Kippwende by Levin Jenifer

Kippwende by Levin Jenifer

Autor:Levin, Jenifer [Levin, Jenifer]
Die sprache: deu
Format: epub
Herausgeber: K+S digital
veröffentlicht: 2016-08-17T22:00:00+00:00


Beim Frühtraining ging es mir noch schlechter. Ich verhaute die komplette Hauptserie von 15x200m – durch verrückte, kopflose Zwischenzeiten, langsam, gequält, sprunghaft – und hatte prompt Brenna Allen am Hals. An den Beckenrand geklammert, zwischen Serien keuchend, statt auszuschwimmen, sah ich durch bewölkte Augenmuscheln, wie sich ihr Schatten herabbeugte.
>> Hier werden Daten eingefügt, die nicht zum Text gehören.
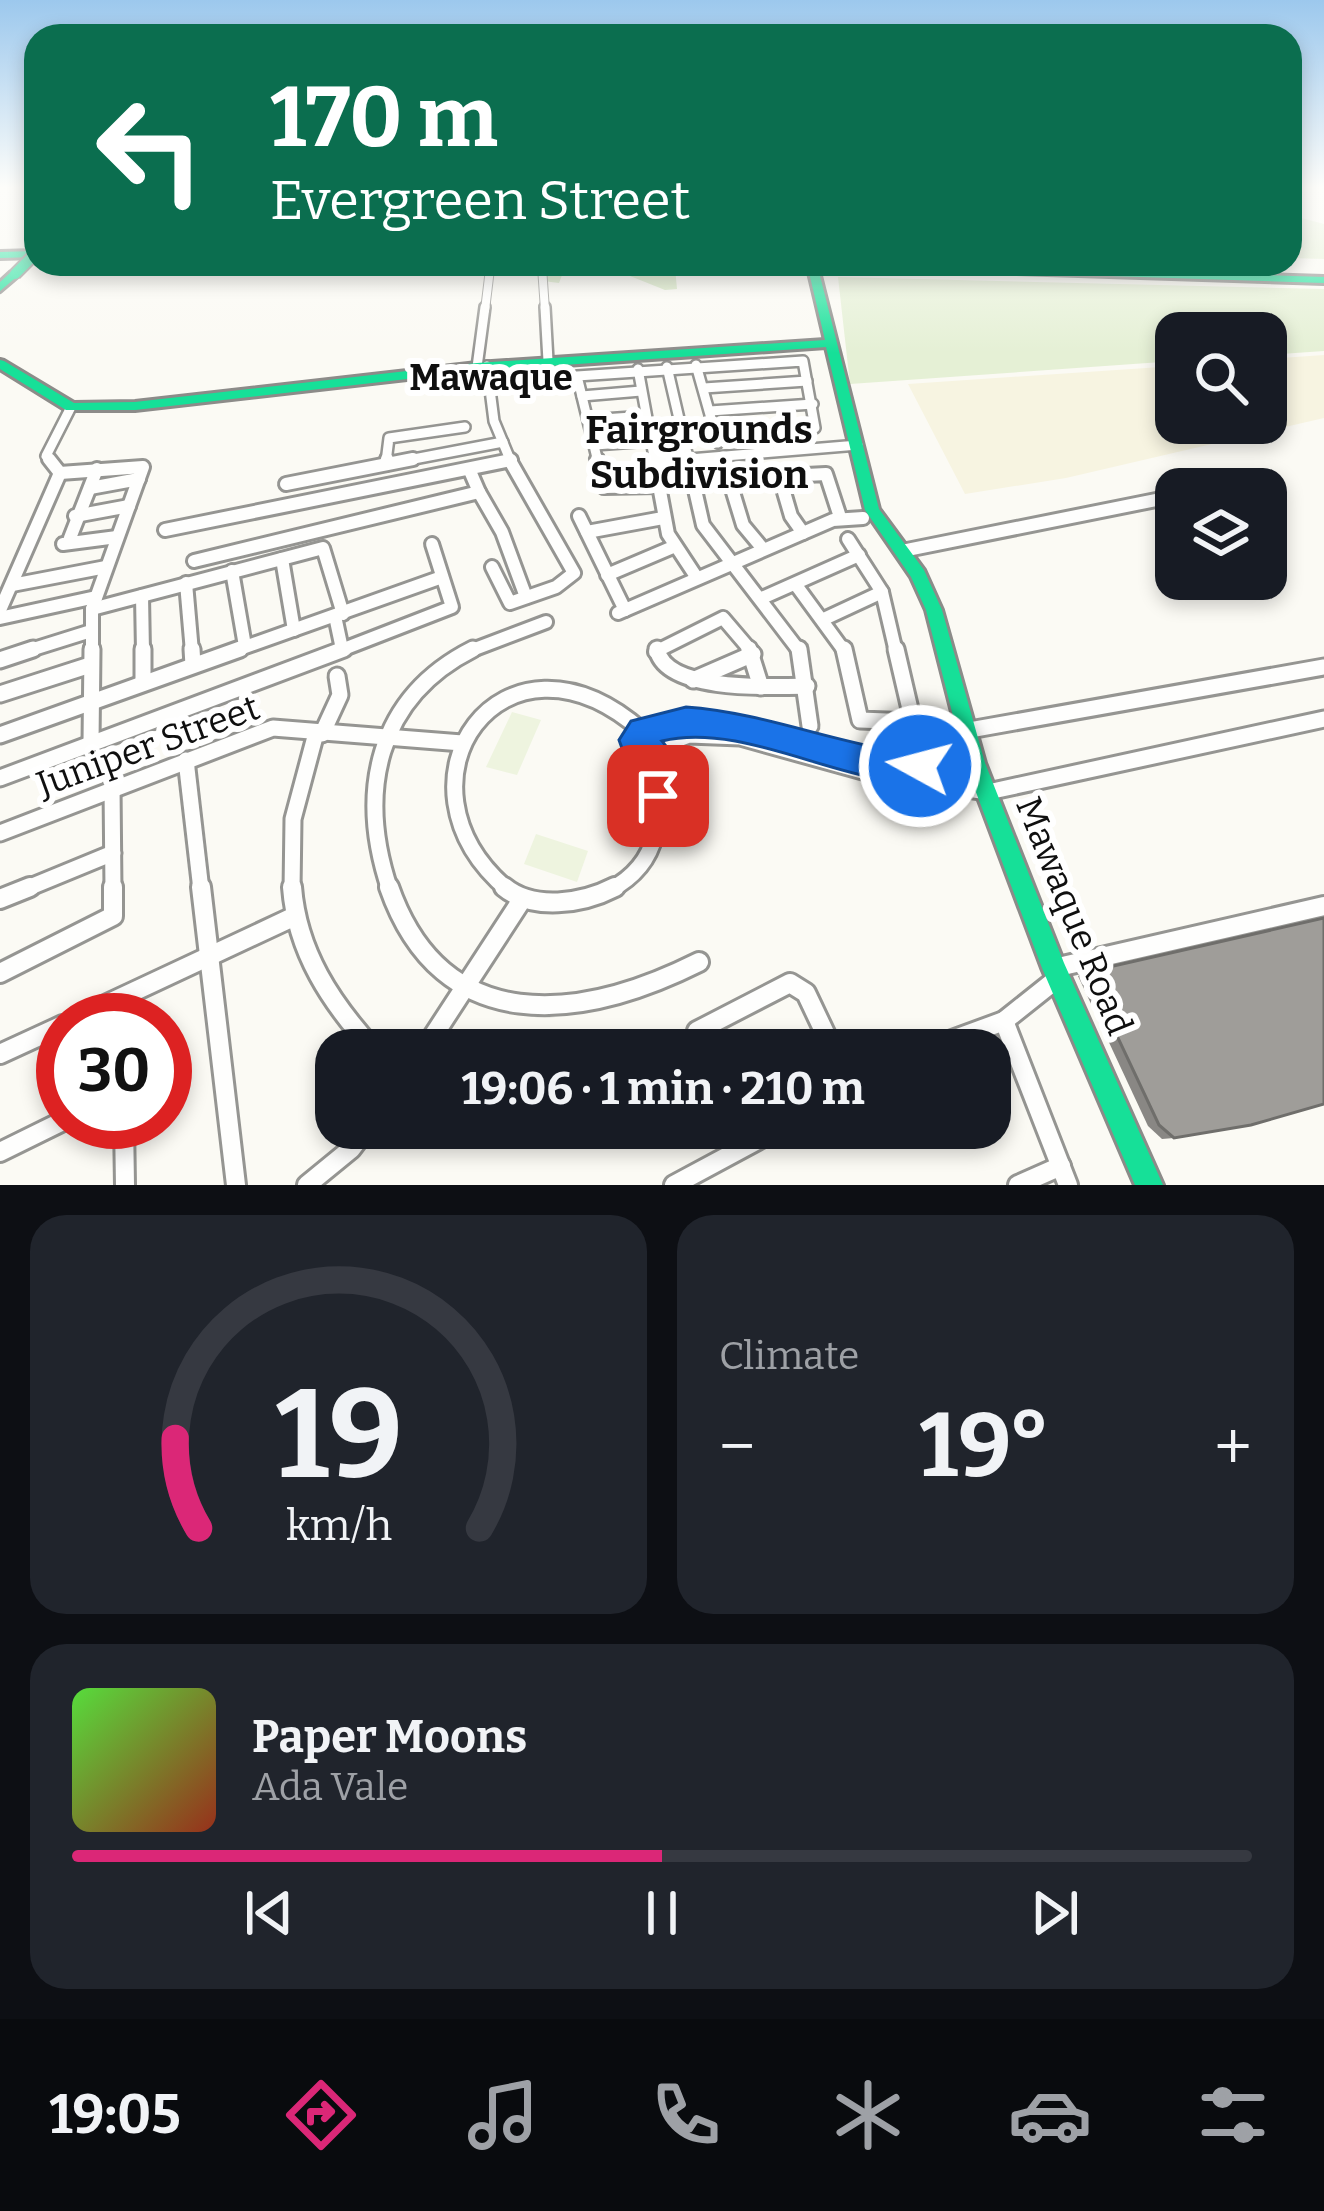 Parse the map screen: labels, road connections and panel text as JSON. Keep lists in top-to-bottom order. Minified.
{"streets":{"main road":["Mawaque Road"],"street":["Juniper Street"]},"districts":["Mawaque","Fairgrounds Subdivision"],"page":{"turn":["170 m","Evergreen Street"],"limit":"30","trip":"19:06 · 1 min · 210 m","tile":"Climate","heat":["−","19°","+"],"song":["Paper Moons","Ada Vale"],"tabs":"19:05","gauge":["19","km/h"]}} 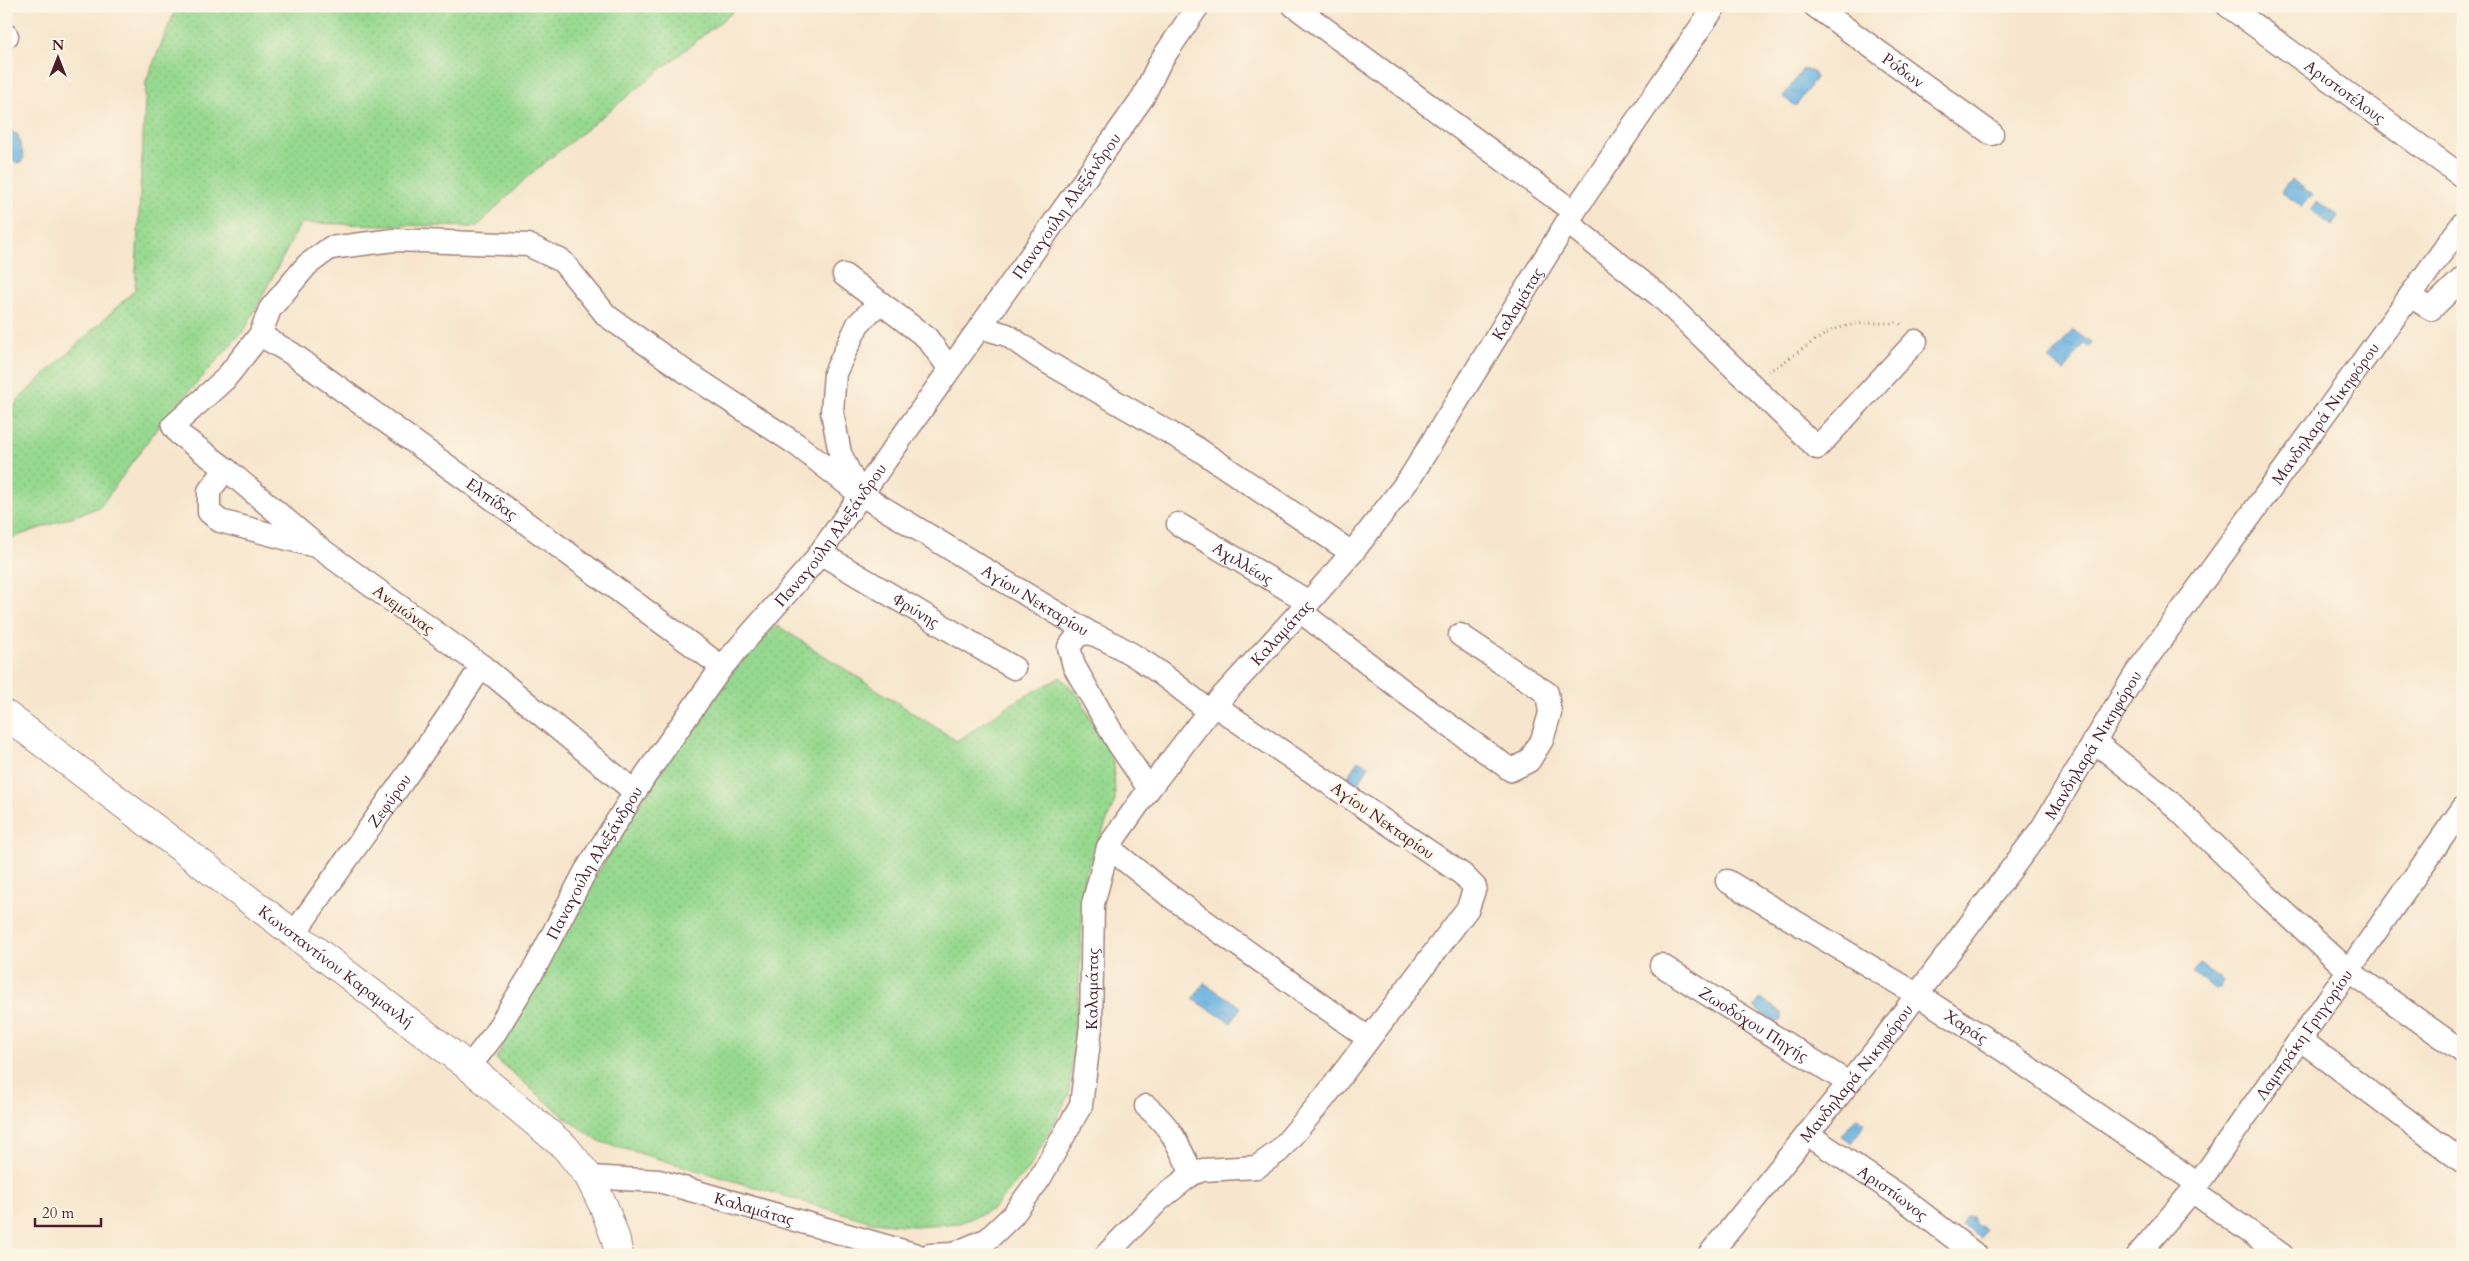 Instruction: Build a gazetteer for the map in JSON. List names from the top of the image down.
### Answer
{
  "streets": {
    "main road": ["Κωνσταντίνου Καραμανλή"],
    "street": [
      "Ρόδων",
      "Αριστοτέλους",
      "Παναγούλη Αλεξάνδρου",
      "Καλαμάτας",
      "Μανδηλαρά Νικηφόρου",
      "Ελπίδας",
      "Αχιλλέως",
      "Αγίου Νεκταρίου",
      "Ανεμώνας",
      "Φρύνης",
      "Ζεφύρου",
      "Ζωοδόχου Πηγής",
      "Χαράς",
      "Λαμπράκη Γρηγορίου",
      "Αριστίωνος"
    ]
  },
  "crossings": [
    ["Παναγούλη Αλεξάνδρου", "Ελπίδας"],
    ["Παναγούλη Αλεξάνδρου", "Αγίου Νεκταρίου"],
    ["Παναγούλη Αλεξάνδρου", "Ανεμώνας"],
    ["Παναγούλη Αλεξάνδρου", "Φρύνης"],
    ["Παναγούλη Αλεξάνδρου", "Κωνσταντίνου Καραμανλή"],
    ["Καλαμάτας", "Αχιλλέως"],
    ["Καλαμάτας", "Αγίου Νεκταρίου"],
    ["Καλαμάτας", "Κωνσταντίνου Καραμανλή"],
    ["Μανδηλαρά Νικηφόρου", "Ζωοδόχου Πηγής"],
    ["Μανδηλαρά Νικηφόρου", "Χαράς"],
    ["Μανδηλαρά Νικηφόρου", "Αριστίωνος"],
    ["Ελπίδας", "Αγίου Νεκταρίου"],
    ["Αγίου Νεκταρίου", "Ανεμώνας"],
    ["Ανεμώνας", "Ζεφύρου"],
    ["Ζεφύρου", "Κωνσταντίνου Καραμανλή"],
    ["Χαράς", "Λαμπράκη Γρηγορίου"]
  ],
  "scale_bar": "20 m",
  "north": "top"
}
»Raus aus dem Wasser, Ellie!«

Ich zog mich mit Mühe auf die Fliesen hoch, kauerte dort mit zuckenden Muskeln im Schneidersitz, während das Nass von mir rann, bis ich in einer Pfütze thronte. Sie gab den anderen die Signale für die nächste Serie, Bahn für Bahn, und ging dann neben mir in die Hocke. Ich zog die Schwimmbrille runter, rechnete damit, sie wütend zu sehen. Aber sie sah stattdessen besorgt aus – einen kurzen Moment fast wohlwollend.

»Was ist?«

»Nichts.«

»Da habe ich aber einen ganz anderen Eindruck.«

Und da liegst du vielleicht gar nicht falsch, dachte ich. Aber glaub mir, Coach, du wärst die Letzte, der ich mein Herz ausschütten würde.

Die feuchte, desinfizierte, gechlorte Luft wurde den ganzen Herbst und Winter über unsinnig warm gehalten. Trotzdem fröstelte mich. Sie rief Zeiten aus, pfiff ab zu einer weiteren Wiederholung.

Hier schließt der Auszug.